### Data provided ###
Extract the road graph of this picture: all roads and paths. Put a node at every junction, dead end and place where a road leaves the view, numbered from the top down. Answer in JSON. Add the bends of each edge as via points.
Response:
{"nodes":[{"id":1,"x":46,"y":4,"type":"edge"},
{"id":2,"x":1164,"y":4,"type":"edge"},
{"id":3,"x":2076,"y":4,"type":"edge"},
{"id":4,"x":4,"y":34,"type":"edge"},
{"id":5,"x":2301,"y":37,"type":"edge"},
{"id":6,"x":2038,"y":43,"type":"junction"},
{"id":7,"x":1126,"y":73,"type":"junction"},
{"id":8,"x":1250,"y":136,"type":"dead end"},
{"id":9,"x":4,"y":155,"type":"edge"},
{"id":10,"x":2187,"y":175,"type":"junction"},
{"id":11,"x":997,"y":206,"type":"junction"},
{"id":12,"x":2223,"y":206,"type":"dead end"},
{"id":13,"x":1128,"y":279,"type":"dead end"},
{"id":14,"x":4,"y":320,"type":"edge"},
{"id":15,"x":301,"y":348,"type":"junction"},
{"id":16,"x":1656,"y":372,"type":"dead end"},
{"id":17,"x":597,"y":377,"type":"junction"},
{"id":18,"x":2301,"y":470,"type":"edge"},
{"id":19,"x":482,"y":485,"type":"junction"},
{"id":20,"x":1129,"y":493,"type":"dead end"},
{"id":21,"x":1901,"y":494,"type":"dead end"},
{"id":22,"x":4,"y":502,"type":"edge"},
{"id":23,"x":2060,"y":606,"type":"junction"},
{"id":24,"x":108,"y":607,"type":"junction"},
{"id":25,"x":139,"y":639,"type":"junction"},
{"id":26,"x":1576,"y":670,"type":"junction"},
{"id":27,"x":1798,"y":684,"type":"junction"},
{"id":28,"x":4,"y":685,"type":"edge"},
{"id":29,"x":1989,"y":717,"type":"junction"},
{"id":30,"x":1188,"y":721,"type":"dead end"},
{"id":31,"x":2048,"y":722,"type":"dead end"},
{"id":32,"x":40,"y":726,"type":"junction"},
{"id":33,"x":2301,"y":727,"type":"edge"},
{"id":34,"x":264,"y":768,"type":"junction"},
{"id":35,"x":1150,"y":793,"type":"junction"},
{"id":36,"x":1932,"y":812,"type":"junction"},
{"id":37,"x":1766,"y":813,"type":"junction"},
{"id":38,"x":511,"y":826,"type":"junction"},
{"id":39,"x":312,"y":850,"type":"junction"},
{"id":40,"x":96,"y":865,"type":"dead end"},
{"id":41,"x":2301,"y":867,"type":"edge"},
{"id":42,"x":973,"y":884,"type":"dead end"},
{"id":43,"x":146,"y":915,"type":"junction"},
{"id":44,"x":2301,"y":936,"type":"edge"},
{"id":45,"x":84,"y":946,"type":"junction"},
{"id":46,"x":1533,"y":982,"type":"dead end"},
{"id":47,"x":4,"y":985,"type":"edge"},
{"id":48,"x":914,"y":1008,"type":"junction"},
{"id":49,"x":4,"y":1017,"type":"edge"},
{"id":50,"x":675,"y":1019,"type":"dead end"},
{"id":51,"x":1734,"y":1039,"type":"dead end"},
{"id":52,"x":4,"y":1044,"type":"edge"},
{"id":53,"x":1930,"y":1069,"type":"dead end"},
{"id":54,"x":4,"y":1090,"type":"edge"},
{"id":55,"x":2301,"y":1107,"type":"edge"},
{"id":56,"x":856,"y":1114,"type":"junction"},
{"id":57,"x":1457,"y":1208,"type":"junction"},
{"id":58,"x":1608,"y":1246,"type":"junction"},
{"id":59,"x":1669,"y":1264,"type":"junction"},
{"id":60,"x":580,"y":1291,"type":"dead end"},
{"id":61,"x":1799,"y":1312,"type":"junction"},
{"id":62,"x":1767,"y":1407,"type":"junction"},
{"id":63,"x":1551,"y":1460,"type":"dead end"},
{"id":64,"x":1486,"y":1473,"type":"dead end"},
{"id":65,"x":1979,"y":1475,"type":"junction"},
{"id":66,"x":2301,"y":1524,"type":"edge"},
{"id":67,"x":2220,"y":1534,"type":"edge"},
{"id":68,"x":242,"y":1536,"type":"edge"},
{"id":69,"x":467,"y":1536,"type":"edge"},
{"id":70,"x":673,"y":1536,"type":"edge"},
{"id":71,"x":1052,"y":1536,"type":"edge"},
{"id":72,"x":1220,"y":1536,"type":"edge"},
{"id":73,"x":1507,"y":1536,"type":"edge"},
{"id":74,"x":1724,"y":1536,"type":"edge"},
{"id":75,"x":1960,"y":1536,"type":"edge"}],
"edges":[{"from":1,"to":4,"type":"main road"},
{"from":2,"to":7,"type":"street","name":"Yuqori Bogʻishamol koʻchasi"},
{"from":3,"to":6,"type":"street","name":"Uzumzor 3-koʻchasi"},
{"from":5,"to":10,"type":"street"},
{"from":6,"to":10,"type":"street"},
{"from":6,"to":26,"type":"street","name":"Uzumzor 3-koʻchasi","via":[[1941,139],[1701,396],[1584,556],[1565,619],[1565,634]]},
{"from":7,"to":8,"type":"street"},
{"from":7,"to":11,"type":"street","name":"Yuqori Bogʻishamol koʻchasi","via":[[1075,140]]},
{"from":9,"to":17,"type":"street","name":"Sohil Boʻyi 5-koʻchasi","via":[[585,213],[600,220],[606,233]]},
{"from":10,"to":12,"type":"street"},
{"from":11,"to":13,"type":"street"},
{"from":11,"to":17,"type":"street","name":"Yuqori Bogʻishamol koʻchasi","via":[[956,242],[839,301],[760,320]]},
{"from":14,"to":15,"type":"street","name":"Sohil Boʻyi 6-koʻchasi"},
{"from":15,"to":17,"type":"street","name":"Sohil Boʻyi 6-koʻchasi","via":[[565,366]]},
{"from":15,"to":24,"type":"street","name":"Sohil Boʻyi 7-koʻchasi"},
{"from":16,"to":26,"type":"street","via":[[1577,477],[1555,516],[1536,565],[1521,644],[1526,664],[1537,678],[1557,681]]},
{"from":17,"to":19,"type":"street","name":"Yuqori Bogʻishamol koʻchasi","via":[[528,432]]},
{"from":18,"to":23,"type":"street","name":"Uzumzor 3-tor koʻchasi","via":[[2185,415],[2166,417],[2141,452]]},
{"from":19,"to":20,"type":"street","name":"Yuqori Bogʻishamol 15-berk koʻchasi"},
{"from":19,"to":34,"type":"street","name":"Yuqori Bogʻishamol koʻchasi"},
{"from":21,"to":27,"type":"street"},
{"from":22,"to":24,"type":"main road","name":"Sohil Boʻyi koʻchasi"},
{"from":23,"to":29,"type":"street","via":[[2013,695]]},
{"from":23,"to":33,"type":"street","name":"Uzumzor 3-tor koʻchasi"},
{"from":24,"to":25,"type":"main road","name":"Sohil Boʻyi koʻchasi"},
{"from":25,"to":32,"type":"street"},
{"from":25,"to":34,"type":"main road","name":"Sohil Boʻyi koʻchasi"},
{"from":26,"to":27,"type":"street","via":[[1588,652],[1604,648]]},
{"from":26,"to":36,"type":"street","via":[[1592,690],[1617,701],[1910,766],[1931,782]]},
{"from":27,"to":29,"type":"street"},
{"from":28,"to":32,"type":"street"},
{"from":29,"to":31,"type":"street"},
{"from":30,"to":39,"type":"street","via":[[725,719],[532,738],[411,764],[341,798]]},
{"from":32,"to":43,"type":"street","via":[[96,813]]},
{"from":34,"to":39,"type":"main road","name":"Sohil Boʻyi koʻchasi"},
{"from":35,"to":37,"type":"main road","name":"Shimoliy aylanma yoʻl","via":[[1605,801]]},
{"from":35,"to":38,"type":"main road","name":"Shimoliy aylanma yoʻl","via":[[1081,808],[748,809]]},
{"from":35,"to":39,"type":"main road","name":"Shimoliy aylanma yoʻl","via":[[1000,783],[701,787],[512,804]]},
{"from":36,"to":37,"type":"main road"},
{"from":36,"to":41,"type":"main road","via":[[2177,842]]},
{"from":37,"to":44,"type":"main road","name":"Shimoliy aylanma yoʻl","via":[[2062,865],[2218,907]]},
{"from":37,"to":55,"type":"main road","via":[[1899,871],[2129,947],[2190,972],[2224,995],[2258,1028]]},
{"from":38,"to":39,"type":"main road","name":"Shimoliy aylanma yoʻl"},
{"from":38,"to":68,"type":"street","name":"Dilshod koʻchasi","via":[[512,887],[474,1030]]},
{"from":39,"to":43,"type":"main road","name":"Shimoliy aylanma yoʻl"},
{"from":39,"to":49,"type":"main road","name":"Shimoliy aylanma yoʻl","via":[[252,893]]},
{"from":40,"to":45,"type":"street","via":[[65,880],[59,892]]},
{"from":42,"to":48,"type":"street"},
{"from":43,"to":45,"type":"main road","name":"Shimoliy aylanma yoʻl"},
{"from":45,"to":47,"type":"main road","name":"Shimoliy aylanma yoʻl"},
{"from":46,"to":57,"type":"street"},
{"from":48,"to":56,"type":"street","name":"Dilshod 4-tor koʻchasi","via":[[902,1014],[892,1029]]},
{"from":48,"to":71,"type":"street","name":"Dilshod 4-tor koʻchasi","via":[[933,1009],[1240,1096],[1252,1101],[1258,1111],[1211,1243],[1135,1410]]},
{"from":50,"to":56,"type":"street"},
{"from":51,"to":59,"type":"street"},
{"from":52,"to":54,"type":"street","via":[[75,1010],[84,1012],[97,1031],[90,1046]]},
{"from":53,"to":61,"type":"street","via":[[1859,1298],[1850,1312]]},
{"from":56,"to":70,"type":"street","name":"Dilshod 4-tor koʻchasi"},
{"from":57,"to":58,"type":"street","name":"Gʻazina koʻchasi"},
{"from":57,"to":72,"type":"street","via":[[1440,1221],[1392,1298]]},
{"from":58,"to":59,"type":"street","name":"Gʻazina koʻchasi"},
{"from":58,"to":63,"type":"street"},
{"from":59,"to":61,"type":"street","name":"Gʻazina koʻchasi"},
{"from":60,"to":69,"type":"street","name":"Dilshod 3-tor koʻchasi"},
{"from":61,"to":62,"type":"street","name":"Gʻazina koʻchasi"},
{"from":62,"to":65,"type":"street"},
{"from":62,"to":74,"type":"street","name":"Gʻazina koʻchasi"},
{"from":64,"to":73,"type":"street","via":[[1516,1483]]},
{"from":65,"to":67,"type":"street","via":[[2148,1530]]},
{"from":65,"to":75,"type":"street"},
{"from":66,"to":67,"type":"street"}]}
###
** What is expected **
The required answer is each line of the data in which the word "Uzumzor" appears.

** Answer to this exercise **
{"from":3,"to":6,"type":"street","name":"Uzumzor 3-koʻchasi"},
{"from":6,"to":26,"type":"street","name":"Uzumzor 3-koʻchasi","via":[[1941,139],[1701,396],[1584,556],[1565,619],[1565,634]]},
{"from":18,"to":23,"type":"street","name":"Uzumzor 3-tor koʻchasi","via":[[2185,415],[2166,417],[2141,452]]},
{"from":23,"to":33,"type":"street","name":"Uzumzor 3-tor koʻchasi"},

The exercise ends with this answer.